▶ Task to carry out: Collect every line below that contains the word "Cove".

=== Begin Enclosure ===

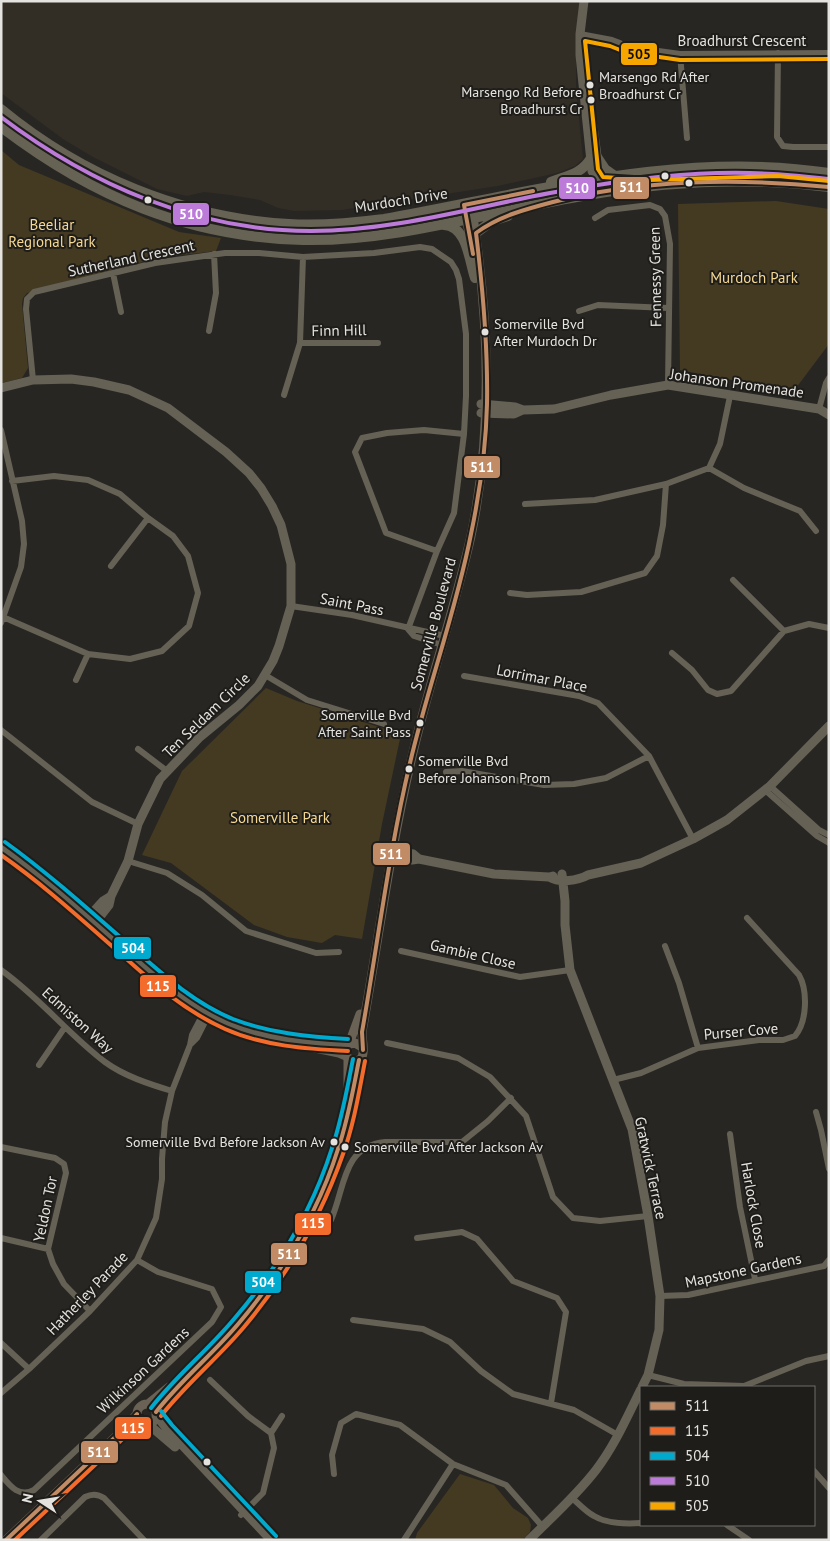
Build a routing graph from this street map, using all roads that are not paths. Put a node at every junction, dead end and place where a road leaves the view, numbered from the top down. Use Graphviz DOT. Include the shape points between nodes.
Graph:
graph roads {
  1 [pos="584,1"];
  2 [pos="590,1"];
  3 [pos="582,37"];
  4 [pos="778,53"];
  5 [pos="829,53"];
  6 [pos="680,54"];
  7 [pos="1,108"];
  8 [pos="1,127"];
  9 [pos="687,138"];
  10 [pos="829,147"];
  11 [pos="594,158"];
  12 [pos="829,173"];
  13 [pos="615,176"];
  14 [pos="595,179"];
  15 [pos="649,186"];
  16 [pos="829,187"];
  17 [pos="529,192"];
  18 [pos="586,195"];
  19 [pos="557,201"];
  20 [pos="467,204"];
  21 [pos="595,218"];
  22 [pos="470,219"];
  23 [pos="439,224"];
  24 [pos="476,233"];
  25 [pos="214,254"];
  26 [pos="303,257"];
  27 [pos="113,274"];
  28 [pos="475,278"];
  29 [pos="668,308"];
  30 [pos="579,311"];
  31 [pos="121,312"];
  32 [pos="208,331"];
  33 [pos="378,342"];
  34 [pos="300,343"];
  35 [pos="829,378"];
  36 [pos="32,380"];
  37 [pos="668,385"];
  38 [pos="1,388"];
  39 [pos="284,395"];
  40 [pos="730,396"];
  41 [pos="484,409"];
  42 [pos="819,409"];
  43 [pos="829,415"];
  44 [pos="1,430"];
  45 [pos="464,434"];
  46 [pos="709,468"];
  47 [pos="12,481"];
  48 [pos="666,484"];
  49 [pos="525,504"];
  50 [pos="148,518"];
  51 [pos="816,531"];
  52 [pos="437,551"];
  53 [pos="111,566"];
  54 [pos="733,580"];
  55 [pos="510,594"];
  56 [pos="291,606"];
  57 [pos="2,620"];
  58 [pos="829,628"];
  59 [pos="408,629"];
  60 [pos="784,631"];
  61 [pos="441,639"];
  62 [pos="672,653"];
  63 [pos="88,654"];
  64 [pos="265,675"];
  65 [pos="464,676"];
  66 [pos="76,680"];
  67 [pos="384,724"];
  68 [pos="828,728"];
  69 [pos="1,730"];
  70 [pos="138,749"];
  71 [pos="649,756"];
  72 [pos="166,771"];
  73 [pos="446,772"];
  74 [pos="768,788"];
  75 [pos="138,824"];
  76 [pos="829,835"];
  77 [pos="693,839"];
  78 [pos="829,843"];
  79 [pos="1,847"];
  80 [pos="389,852"];
  81 [pos="1,853"];
  82 [pos="128,862"];
  83 [pos="565,877"];
  84 [pos="747,918"];
  85 [pos="90,922"];
  86 [pos="665,946"];
  87 [pos="401,951"];
  88 [pos="340,952"];
  89 [pos="1,970"];
  90 [pos="570,970"];
  91 [pos="206,1015"];
  92 [pos="65,1027"];
  93 [pos="387,1043"];
  94 [pos="348,1045"];
  95 [pos="362,1048"];
  96 [pos="698,1048"];
  97 [pos="347,1058"];
  98 [pos="359,1060"];
  99 [pos="39,1065"];
  100 [pos="613,1080"];
  101 [pos="172,1091"];
  102 [pos="511,1098"];
  103 [pos="816,1112"];
  104 [pos="730,1134"];
  105 [pos="1,1147"];
  106 [pos="829,1169"];
  107 [pos="648,1216"];
  108 [pos="332,1220"];
  109 [pos="1,1238"];
  110 [pos="417,1238"];
  111 [pos="48,1249"];
  112 [pos="137,1260"];
  113 [pos="829,1260"];
  114 [pos="755,1279"];
  115 [pos="660,1296"];
  116 [pos="90,1311"];
  117 [pos="353,1320"];
  118 [pos="1,1342"];
  119 [pos="829,1356"];
  120 [pos="29,1369"];
  121 [pos="648,1376"];
  122 [pos="210,1380"];
  123 [pos="643,1386"];
  124 [pos="724,1386"];
  125 [pos="746,1386"];
  126 [pos="640,1392"];
  127 [pos="1,1393"];
  128 [pos="552,1403"];
  129 [pos="148,1404"];
  130 [pos="156,1413"];
  131 [pos="137,1414"];
  132 [pos="282,1416"];
  133 [pos="146,1424"];
  134 [pos="271,1433"];
  135 [pos="618,1435"];
  136 [pos="453,1464"];
  137 [pos="815,1472"];
  138 [pos="334,1474"];
  139 [pos="1,1476"];
  140 [pos="829,1488"];
  141 [pos="572,1498"];
  142 [pos="243,1514"];
  143 [pos="640,1523"];
  144 [pos="542,1526"];
  145 [pos="728,1526"];
  146 [pos="6,1540"];
  147 [pos="14,1540"];
  148 [pos="41,1540"];
  149 [pos="144,1540"];
  150 [pos="264,1540"];
  151 [pos="271,1540"];
  152 [pos="404,1540"];
  153 [pos="528,1540"];
  154 [pos="749,1540"];
  1 -- 3 [label="street"];
  2 -- 3 [label="street"];
  3 -- 6 [label="street, Broadhurst Crescent"];
  3 -- 11 [label="street"];
  4 -- 5 [label="street, Broadhurst Crescent"];
  4 -- 6 [label="street, Broadhurst Crescent"];
  4 -- 10 [label="street" via="777,137 783,146"];
  6 -- 9 [label="street"];
  7 -- 20 [label="main road, Murdoch Drive" via="34,135 97,173 172,203 225,215 290,224 325,224 384,219"];
  8 -- 23 [label="main road, Murdoch Drive" via="83,182 134,206 188,224 239,234 305,240 374,235"];
  11 -- 13 [label="main road"];
  11 -- 14 [label="street" via="599,171"];
  11 -- 17 [label="main road" via="578,172"];
  12 -- 13 [label="main road, Murdoch Drive" via="710,167"];
  13 -- 14 [label="main road, Murdoch Drive"];
  14 -- 15 [label="street" via="611,185"];
  14 -- 17 [label="main road, Murdoch Drive"];
  14 -- 18 [label="street"];
  15 -- 16 [label="main road, Murdoch Drive" via="778,182"];
  15 -- 18 [label="main road, Murdoch Drive"];
  17 -- 20 [label="main road, Murdoch Drive"];
  18 -- 19 [label="main road, Murdoch Drive"];
  19 -- 22 [label="main road, Murdoch Drive"];
  19 -- 24 [label="main road" via="492,222"];
  20 -- 22 [label="main road, Somerville Boulevard"];
  21 -- 29 [label="street, Fennessy Green" via="608,210 641,205 653,206 663,212 670,244"];
  22 -- 23 [label="main road, Murdoch Drive"];
  22 -- 24 [label="main road, Somerville Boulevard"];
  22 -- 28 [label="main road, Somerville Boulevard"];
  23 -- 28 [label="main road" via="455,227 460,232"];
  24 -- 41 [label="main road, Somerville Boulevard" via="486,328"];
  25 -- 26 [label="street, Sutherland Crescent" via="259,253"];
  25 -- 27 [label="street, Sutherland Crescent" via="155,263"];
  25 -- 32 [label="street" via="216,293"];
  26 -- 34 [label="street"];
  26 -- 45 [label="street, Sutherland Crescent" via="420,247 432,249 451,262 459,280 466,334"];
  27 -- 31 [label="street"];
  27 -- 36 [label="street, Sutherland Crescent" via="34,292 29,297 26,309"];
  28 -- 41 [label="main road, Somerville Boulevard"];
  29 -- 30 [label="street" via="598,305"];
  29 -- 37 [label="street, Fennessy Green"];
  33 -- 34 [label="street, Finn Hill"];
  34 -- 39 [label="street"];
  35 -- 42 [label="street"];
  36 -- 38 [label="street, Ten Seldam Circle"];
  36 -- 56 [label="street, Ten Seldam Circle" via="79,380 129,390 168,408 232,457 261,488 281,525 291,564"];
  37 -- 40 [label="street, Johanson Promenade"];
  37 -- 41 [label="street, Johanson Promenade" via="554,409"];
  40 -- 42 [label="street, Johanson Promenade"];
  40 -- 46 [label="street" via="720,444"];
  41 -- 61 [label="main road, Somerville Boulevard" via="472,497"];
  42 -- 43 [label="street, Johanson Promenade"];
  44 -- 47 [label="street"];
  45 -- 52 [label="street, Sutherland Crescent" via="454,513"];
  45 -- 52 [label="street" via="424,430 387,433 362,438 356,452 386,533"];
  46 -- 48 [label="street"];
  46 -- 51 [label="street" via="744,488 800,511"];
  47 -- 50 [label="street" via="54,476 88,480 120,494"];
  47 -- 57 [label="street" via="24,544 21,567"];
  48 -- 49 [label="street" via="595,500"];
  48 -- 55 [label="street" via="657,556 645,572 581,592"];
  50 -- 53 [label="street"];
  50 -- 63 [label="street" via="174,536 188,556 198,592 189,626 162,651 130,659"];
  52 -- 59 [label="street, Sutherland Crescent"];
  54 -- 60 [label="street"];
  56 -- 59 [label="street, Saint Pass" via="352,615"];
  56 -- 64 [label="street, Ten Seldam Circle" via="279,646"];
  57 -- 63 [label="street"];
  58 -- 60 [label="street" via="809,624"];
  59 -- 61 [label="street, Saint Pass" via="414,636"];
  60 -- 62 [label="street" via="731,691 717,694 708,690"];
  61 -- 80 [label="main road, Somerville Boulevard" via="415,721"];
  63 -- 66 [label="street"];
  64 -- 67 [label="street" via="307,700"];
  64 -- 72 [label="street, Ten Seldam Circle" via="239,705 200,736"];
  65 -- 71 [label="street, Lorrimar Place" via="579,696 598,703"];
  68 -- 74 [label="street"];
  69 -- 75 [label="street" via="92,802"];
  70 -- 72 [label="street"];
  71 -- 73 [label="street" via="606,778 574,784 544,785 462,771"];
  71 -- 77 [label="street, Lorrimar Place"];
  72 -- 75 [label="street, Ten Seldam Circle"];
  74 -- 76 [label="street"];
  74 -- 77 [label="street" via="727,820"];
  74 -- 78 [label="street" via="817,836"];
  75 -- 82 [label="street, Ten Seldam Circle"];
  77 -- 83 [label="street" via="641,863 580,879"];
  79 -- 85 [label="street" via="36,872"];
  80 -- 83 [label="street" via="413,854 419,859 494,874 555,880"];
  80 -- 94 [label="main road, Somerville Boulevard" via="360,1014"];
  80 -- 95 [label="main road, Somerville Boulevard"];
  81 -- 85 [label="street"];
  82 -- 85 [label="street, Ten Seldam Circle" via="111,896 103,901"];
  82 -- 88 [label="street" via="167,873 202,895 246,931 316,954"];
  83 -- 90 [label="street, Gratwick Terrace" via="568,891 565,924"];
  84 -- 96 [label="street, Purser Cove" via="804,984 802,1025 796,1036 790,1039"];
  85 -- 91 [label="street"];
  86 -- 96 [label="street"];
  87 -- 90 [label="street, Gambie Close" via="520,977"];
  89 -- 92 [label="street, Edmiston Way"];
  90 -- 100 [label="street, Gratwick Terrace"];
  91 -- 94 [label="street" via="251,1032 308,1043"];
  91 -- 97 [label="street" via="250,1036 339,1053"];
  91 -- 101 [label="street, Hatherley Parade"];
  92 -- 99 [label="street"];
  92 -- 101 [label="street, Edmiston Way" via="106,1063 144,1083"];
  93 -- 102 [label="street" via="458,1058 490,1077"];
  94 -- 95 [label="main road" via="355,1043"];
  94 -- 97 [label="main road, Somerville Boulevard" via="345,1050"];
  95 -- 98 [label="main road, Somerville Boulevard" via="363,1056"];
  96 -- 100 [label="street, Purser Cove" via="641,1074"];
  97 -- 98 [label="main road"];
  97 -- 129 [label="main road, Somerville Boulevard" via="348,1090 337,1136 290,1244 233,1323"];
  98 -- 130 [label="main road, Somerville Boulevard" via="346,1124 332,1166 315,1206 285,1261 240,1322 216,1350 170,1393"];
  100 -- 107 [label="street, Gratwick Terrace" via="632,1130"];
  101 -- 112 [label="street, Hatherley Parade" via="165,1122 156,1218"];
  102 -- 107 [label="street" via="526,1116 553,1197 573,1218 600,1222"];
  102 -- 108 [label="street" via="462,1142 385,1142 367,1147 354,1158 348,1169"];
  103 -- 106 [label="street"];
  104 -- 114 [label="street, Harlock Close" via="740,1207"];
  105 -- 111 [label="street, Yeldon Tor" via="55,1158 64,1164 66,1173"];
  107 -- 115 [label="street, Gratwick Terrace"];
  109 -- 111 [label="street"];
  110 -- 128 [label="street" via="462,1232 477,1239 513,1281 558,1298 566,1312"];
  111 -- 116 [label="street, Yeldon Tor" via="64,1284"];
  112 -- 116 [label="street, Hatherley Parade"];
  112 -- 139 [label="street, Wilkinson Gardens" via="158,1272 212,1289 221,1307 212,1322 34,1490 19,1492"];
  113 -- 114 [label="street, Mapstone Gardens" via="824,1266"];
  114 -- 115 [label="street, Mapstone Gardens" via="688,1295"];
  115 -- 121 [label="street, Gratwick Terrace" via="659,1330"];
  116 -- 120 [label="street, Hatherley Parade"];
  117 -- 128 [label="street" via="423,1329 450,1342 481,1371 513,1394"];
  118 -- 120 [label="street"];
  119 -- 125 [label="street" via="806,1361"];
  120 -- 127 [label="street, Hatherley Parade"];
  121 -- 123 [label="street, Gratwick Terrace"];
  121 -- 124 [label="street" via="684,1384"];
  122 -- 134 [label="street"];
  126 -- 135 [label="street, Gratwick Terrace"];
  128 -- 135 [label="street" via="574,1410"];
  129 -- 130 [label="main road"];
  129 -- 131 [label="main road" via="140,1407"];
  130 -- 133 [label="main road" via="154,1421"];
  130 -- 142 [label="street"];
  131 -- 133 [label="main road"];
  131 -- 146 [label="main road"];
  132 -- 134 [label="street"];
  133 -- 142 [label="street" via="168,1439"];
  133 -- 147 [label="main road" via="126,1435"];
  134 -- 142 [label="street" via="274,1448 265,1487"];
  135 -- 141 [label="street, Gratwick Terrace" via="596,1470"];
  136 -- 138 [label="street" via="400,1425 356,1414 341,1423 332,1455"];
  136 -- 144 [label="street" via="506,1485"];
  136 -- 152 [label="street"];
  137 -- 140 [label="street"];
  141 -- 143 [label="street" via="592,1516"];
  141 -- 144 [label="street, Gratwick Terrace"];
  142 -- 150 [label="street"];
  142 -- 151 [label="street"];
  144 -- 153 [label="street, Gratwick Terrace"];
  145 -- 154 [label="street"];
  148 -- 149 [label="street" via="85,1497 93,1495 104,1498"];
}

=== End Enclosure ===

▶ Solution for this problem:
  84 -- 96 [label="street, Purser Cove" via="804,984 802,1025 796,1036 790,1039"];
  96 -- 100 [label="street, Purser Cove" via="641,1074"];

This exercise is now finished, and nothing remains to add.